The studies presented here provide a starting point for more closely investigating how people respond to the stress associated with climate change. Future research can strengthen and expand upon our work in several ways. First, more work is needed to examine coping responses to more specific forms of climate stress. Our approach of asking people to describe times in which they felt stressed about climate change (and then describe coping responses) was valuable for eliciting experiences that were personally relevant for our participants.
However, the heterogeneity in responses means that further work should examine coping to different forms of climate-stress. Future work, for example, could compare coping with indirect forms of climate-change stress (e.g., watching a nature documentary about loss of biodiversity) versus more direct stressors (e.g., attributing biodiversity loss in one's own community to climate change).

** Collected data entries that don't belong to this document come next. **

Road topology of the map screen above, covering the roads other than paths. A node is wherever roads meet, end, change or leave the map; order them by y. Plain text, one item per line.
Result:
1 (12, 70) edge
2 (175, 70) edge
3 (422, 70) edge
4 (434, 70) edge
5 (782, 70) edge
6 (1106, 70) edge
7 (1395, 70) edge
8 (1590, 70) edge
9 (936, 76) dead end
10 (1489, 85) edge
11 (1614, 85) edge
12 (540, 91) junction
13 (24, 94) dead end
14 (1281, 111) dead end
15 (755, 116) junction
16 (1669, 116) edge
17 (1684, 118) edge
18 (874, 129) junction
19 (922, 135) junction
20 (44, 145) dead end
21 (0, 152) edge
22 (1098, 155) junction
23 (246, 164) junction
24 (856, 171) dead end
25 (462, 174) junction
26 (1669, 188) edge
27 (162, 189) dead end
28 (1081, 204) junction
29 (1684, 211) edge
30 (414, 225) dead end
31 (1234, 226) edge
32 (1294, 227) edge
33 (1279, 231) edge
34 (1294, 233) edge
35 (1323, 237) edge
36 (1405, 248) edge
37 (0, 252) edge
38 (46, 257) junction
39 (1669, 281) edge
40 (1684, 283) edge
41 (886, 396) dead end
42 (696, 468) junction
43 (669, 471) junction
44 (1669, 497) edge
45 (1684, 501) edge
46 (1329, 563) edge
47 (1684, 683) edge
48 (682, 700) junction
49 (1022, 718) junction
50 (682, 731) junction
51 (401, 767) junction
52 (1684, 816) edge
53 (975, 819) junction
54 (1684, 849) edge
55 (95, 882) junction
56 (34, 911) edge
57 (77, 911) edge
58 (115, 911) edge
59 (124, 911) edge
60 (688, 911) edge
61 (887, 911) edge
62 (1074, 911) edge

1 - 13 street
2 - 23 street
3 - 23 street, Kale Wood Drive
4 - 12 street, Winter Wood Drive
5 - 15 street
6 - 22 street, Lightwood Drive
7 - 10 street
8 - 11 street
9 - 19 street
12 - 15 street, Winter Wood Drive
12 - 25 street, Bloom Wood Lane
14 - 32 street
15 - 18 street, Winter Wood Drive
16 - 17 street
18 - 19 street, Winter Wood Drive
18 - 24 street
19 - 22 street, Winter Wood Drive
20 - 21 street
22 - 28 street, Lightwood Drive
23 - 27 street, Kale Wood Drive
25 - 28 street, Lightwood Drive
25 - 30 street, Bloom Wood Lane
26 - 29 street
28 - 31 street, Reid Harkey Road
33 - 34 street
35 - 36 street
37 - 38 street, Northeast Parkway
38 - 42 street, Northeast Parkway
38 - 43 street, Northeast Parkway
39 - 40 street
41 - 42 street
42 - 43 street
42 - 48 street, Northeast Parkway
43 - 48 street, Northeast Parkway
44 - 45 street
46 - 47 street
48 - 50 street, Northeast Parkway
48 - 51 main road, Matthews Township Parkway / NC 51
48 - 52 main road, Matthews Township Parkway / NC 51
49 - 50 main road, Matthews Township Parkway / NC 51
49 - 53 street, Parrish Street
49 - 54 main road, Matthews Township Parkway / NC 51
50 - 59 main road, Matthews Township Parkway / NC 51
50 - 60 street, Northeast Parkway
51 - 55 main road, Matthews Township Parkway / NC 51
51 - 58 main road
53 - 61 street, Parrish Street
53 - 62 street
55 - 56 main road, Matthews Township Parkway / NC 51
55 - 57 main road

Second, work is required to understand the dynamics of using different coping responses over time. For example, we find that conservatives who are concerned about climate change report increased reliance on both active and distancing responses. Future work that follows people longitudinally will give us better insight into how coping to climate stress evolves over time. Most importantly, does habitual reliance on distancing strategies reduce (over time) people's use of more active coping strategies?
Climate change represents a profound threat to human well-being. Scholarship and action on climate change differentiate between climate change mitigation (i.e., efforts at reducing greenhouse gas emissions) and adaptation (i.e., managing the consequences of climate change). Adaptation to climate change includes a wide range of responses, but a key component of adaptation is building community and personal resilience to climate change impacts (Mah et al., 2020).
Given that climate change is and will be a source of stress, work from psychologists is needed to understand how to help to promote adaptive ways of coping. In two studies, we found that coping strategies that we would consider to be related to personal resilience are already being used by most people who are concerned about climate change.
Our results suggest that among conservatives who are concerned, work may need to better understand and decrease their use of more maladaptive coping strategies. This research is only a first step in understanding personal resilience to climate change. Continued study of ways to increase resilience as climate change continues to impact people and communities is vital.
Ethics Approval and Consent to Participate
All studies were reviewed and approved by the UMass Amherst IRB under protocols no. 1359 and no. 1422. Participants provided their informed consent to participate in the studies.
Data Availability
The datasets generated and analyzed during the current study are available on OSF at https://osf.io/pb4hq/
Footnotes
Authors' Contributions
A.M. and B.L. conceived and designed the work with feedback from E.M. and A.R. The data collection, analysis, and interpretation were done by A.M. and B.L. The article was drafted by A.M., and revised following feedback from B.L., E.M., and A.R.
Author Disclosure Statement
No competing financial interests exist.
Funding Information
No funding was received for this article.